Es el cuarto evangelista quien, a la luz de la Pascua y de Pentecostés, nos da la respuesta: “En el principio existía la Palabra, y la Palabra era Dios. Por medio de la Palabra se hizo todo… En la Palabra estaba la vida, y esa vida era la luz de los hombres….Y la Palabra se hizo carne y acampó entre nosotros, y hemos contemplado su gloria: gloria propia del Hijo único del Padre, lleno de gracia y de verdad” (misa del mediodía).
El misterio de la Navidad sigue siendo para la mentalidad racionalista de hoy, como lo era para el pagano Celso, un escándalo. “¡Bienaventurado aquel que no se escandalice de mí!” diría Jesús. Sólo desde la humildad, a la luz del Espíritu Santo, es posible acceder al misterio. «Es de las raíces del corazón de donde sale la fe», exclama San Agustín, parafraseando el paulino corde creditur (se cree con el corazón).
Para entender y vivir la Navidad hay que situarse en el cuadrilátero que forman estas cuatro palabras: Asombro, alegría, gratitud y entrega. Todo nos lleva al asombro y al pasmo. Y del pasmo y el asombro a la alegría. Las buenas noticias nos llenan de gozo, prorrumpimos a cantar. No hay suceso en el mundo más celebrado y cantado que la Navidad.

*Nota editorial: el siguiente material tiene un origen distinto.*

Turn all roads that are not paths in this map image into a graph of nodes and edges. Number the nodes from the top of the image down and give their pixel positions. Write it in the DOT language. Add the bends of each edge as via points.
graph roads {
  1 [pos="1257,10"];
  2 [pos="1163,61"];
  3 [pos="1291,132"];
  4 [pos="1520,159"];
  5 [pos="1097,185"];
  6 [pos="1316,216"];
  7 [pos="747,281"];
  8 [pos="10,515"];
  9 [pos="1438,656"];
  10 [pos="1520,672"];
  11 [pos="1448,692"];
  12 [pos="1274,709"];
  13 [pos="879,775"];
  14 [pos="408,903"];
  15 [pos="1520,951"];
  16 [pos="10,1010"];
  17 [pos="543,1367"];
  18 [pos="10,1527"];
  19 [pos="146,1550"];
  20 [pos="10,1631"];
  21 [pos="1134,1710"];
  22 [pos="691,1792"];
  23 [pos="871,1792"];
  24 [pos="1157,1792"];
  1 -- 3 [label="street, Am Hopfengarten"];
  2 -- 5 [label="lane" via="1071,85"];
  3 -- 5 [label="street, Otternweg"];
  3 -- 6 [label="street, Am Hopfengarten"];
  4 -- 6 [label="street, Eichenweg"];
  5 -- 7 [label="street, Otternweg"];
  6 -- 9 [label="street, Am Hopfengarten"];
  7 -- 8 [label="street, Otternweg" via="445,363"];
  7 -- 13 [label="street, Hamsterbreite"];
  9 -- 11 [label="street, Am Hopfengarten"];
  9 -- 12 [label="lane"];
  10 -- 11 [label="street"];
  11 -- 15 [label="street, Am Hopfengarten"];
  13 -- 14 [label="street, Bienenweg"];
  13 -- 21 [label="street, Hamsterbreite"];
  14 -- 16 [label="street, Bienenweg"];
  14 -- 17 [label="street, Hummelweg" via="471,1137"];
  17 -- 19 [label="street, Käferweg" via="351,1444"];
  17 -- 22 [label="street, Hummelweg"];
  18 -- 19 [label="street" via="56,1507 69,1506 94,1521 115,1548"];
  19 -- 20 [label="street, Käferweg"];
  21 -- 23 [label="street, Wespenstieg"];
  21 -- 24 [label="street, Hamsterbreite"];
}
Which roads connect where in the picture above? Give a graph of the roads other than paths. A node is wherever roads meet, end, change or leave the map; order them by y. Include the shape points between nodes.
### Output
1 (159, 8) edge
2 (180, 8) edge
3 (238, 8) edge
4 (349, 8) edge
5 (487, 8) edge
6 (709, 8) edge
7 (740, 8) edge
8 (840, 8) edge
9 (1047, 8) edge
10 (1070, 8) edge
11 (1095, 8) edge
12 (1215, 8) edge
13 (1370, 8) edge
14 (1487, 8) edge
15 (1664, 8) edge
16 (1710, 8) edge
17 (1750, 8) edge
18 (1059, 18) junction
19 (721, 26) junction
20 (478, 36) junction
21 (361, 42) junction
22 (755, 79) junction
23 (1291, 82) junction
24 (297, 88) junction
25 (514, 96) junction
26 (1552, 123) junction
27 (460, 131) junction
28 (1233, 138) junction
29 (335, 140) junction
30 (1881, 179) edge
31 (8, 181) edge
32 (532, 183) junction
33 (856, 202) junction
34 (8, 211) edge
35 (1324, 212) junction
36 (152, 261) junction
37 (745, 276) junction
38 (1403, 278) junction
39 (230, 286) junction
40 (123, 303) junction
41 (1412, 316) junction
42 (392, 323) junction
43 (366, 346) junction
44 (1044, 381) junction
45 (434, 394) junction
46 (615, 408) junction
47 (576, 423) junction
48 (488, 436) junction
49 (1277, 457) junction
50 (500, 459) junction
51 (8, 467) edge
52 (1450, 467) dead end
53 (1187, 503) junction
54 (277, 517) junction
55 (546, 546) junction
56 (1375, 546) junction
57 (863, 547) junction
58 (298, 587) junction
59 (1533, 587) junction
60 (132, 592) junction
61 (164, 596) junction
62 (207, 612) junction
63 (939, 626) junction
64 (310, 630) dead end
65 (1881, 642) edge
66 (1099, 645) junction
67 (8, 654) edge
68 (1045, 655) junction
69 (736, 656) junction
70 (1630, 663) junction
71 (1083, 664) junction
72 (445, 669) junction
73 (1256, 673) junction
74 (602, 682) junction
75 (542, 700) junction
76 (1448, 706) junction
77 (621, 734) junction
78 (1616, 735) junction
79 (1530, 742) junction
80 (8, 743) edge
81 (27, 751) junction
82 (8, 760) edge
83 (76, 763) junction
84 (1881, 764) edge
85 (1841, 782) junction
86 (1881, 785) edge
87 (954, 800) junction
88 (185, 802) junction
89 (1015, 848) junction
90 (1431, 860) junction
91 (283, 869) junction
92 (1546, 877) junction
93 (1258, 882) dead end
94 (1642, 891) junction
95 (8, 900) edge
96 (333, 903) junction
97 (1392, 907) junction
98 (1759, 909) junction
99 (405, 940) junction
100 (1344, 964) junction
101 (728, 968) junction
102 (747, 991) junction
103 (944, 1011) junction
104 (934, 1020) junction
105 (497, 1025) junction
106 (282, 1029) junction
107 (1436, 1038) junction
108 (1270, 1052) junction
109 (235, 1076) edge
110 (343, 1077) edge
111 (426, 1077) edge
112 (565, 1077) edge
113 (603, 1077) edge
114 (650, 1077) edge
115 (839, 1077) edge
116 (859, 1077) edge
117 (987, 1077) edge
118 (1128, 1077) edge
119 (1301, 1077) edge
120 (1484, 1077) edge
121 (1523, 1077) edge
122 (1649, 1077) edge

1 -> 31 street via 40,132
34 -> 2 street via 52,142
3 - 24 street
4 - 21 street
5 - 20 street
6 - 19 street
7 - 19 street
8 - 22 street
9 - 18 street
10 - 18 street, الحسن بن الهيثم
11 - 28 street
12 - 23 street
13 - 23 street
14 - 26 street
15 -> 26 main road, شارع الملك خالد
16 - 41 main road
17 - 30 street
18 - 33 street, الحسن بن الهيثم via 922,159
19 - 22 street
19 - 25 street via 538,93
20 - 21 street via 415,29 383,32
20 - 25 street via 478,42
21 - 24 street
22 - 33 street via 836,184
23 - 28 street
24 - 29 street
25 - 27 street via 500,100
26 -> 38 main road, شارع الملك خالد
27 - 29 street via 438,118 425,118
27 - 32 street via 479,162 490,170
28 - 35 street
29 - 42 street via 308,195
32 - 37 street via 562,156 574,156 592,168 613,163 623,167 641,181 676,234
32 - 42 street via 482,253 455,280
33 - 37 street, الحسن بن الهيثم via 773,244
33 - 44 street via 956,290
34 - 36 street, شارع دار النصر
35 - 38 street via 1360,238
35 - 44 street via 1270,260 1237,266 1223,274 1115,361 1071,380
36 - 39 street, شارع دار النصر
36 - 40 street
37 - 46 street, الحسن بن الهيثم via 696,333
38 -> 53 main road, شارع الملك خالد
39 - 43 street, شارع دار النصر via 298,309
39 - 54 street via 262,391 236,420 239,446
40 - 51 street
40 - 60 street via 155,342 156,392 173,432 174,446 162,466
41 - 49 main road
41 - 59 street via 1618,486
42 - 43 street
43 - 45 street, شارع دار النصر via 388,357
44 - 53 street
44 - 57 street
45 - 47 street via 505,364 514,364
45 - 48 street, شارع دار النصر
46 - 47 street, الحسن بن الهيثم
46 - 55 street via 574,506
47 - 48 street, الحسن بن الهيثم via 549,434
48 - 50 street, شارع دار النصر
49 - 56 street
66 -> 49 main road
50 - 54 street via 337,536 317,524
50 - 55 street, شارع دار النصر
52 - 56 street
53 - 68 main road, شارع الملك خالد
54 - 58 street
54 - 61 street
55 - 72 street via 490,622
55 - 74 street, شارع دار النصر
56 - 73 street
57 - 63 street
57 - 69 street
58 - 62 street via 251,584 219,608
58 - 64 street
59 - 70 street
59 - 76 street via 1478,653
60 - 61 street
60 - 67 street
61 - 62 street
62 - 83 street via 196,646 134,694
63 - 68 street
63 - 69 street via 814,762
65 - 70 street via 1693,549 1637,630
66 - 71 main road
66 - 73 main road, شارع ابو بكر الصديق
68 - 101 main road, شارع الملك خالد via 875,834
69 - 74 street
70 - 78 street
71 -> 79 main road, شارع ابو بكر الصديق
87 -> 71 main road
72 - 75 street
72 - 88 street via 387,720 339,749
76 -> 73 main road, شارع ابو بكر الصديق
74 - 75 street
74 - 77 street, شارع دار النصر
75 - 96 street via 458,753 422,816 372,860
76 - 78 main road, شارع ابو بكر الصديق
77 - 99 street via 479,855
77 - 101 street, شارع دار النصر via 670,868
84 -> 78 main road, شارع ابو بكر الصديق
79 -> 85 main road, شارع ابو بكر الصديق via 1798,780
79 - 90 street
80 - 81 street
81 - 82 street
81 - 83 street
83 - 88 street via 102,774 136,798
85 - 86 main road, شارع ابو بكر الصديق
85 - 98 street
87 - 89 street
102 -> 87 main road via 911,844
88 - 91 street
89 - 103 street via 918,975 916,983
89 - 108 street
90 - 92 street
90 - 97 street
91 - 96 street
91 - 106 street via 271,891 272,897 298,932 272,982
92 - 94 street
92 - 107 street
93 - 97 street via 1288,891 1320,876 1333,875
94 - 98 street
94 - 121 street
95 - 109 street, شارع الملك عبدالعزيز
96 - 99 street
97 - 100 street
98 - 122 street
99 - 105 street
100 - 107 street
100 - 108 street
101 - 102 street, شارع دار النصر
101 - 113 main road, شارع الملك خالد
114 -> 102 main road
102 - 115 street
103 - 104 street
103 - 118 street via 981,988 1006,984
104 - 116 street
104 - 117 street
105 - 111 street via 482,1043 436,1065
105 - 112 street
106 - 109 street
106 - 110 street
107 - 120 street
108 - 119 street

La tercera actitud es el agradecimiento, porque “ha aparecido la gracia de Dios, que trae la salvación para todos los pueblos”. Qué bien lo expresó un autor del siglo XVI: “¡Pues, siendo tan Gran Señor, / tenéis corte en una aldea!/ ¿Quién hay que claro no vea/ que estáis herido de amor?”.
La cuarta actitud es la entrega. ¿No os producen admiración las figuritas de nuestros belenes, llevando todas ellas regalos para el Niño? Y lo mismo los magos. Es que no se puede celebrar la Navidad quedándose igual. No es extraño que Caritas nos saque los colores denunciando que, al lado de la pobreza y la marginación, campeen a sus anchas despilfarro y consumismo. Eso, mientras celebramos el nacimiento de quien, siendo Dios, se abajó hasta lo más bajo de la condición humana para levantar al hombre a la dignidad de hijo de Dios. Que no, amigos, que “a Belén por ahí no se va; se va por la otra puerta de la ciudad” (V.M. Arbeloa).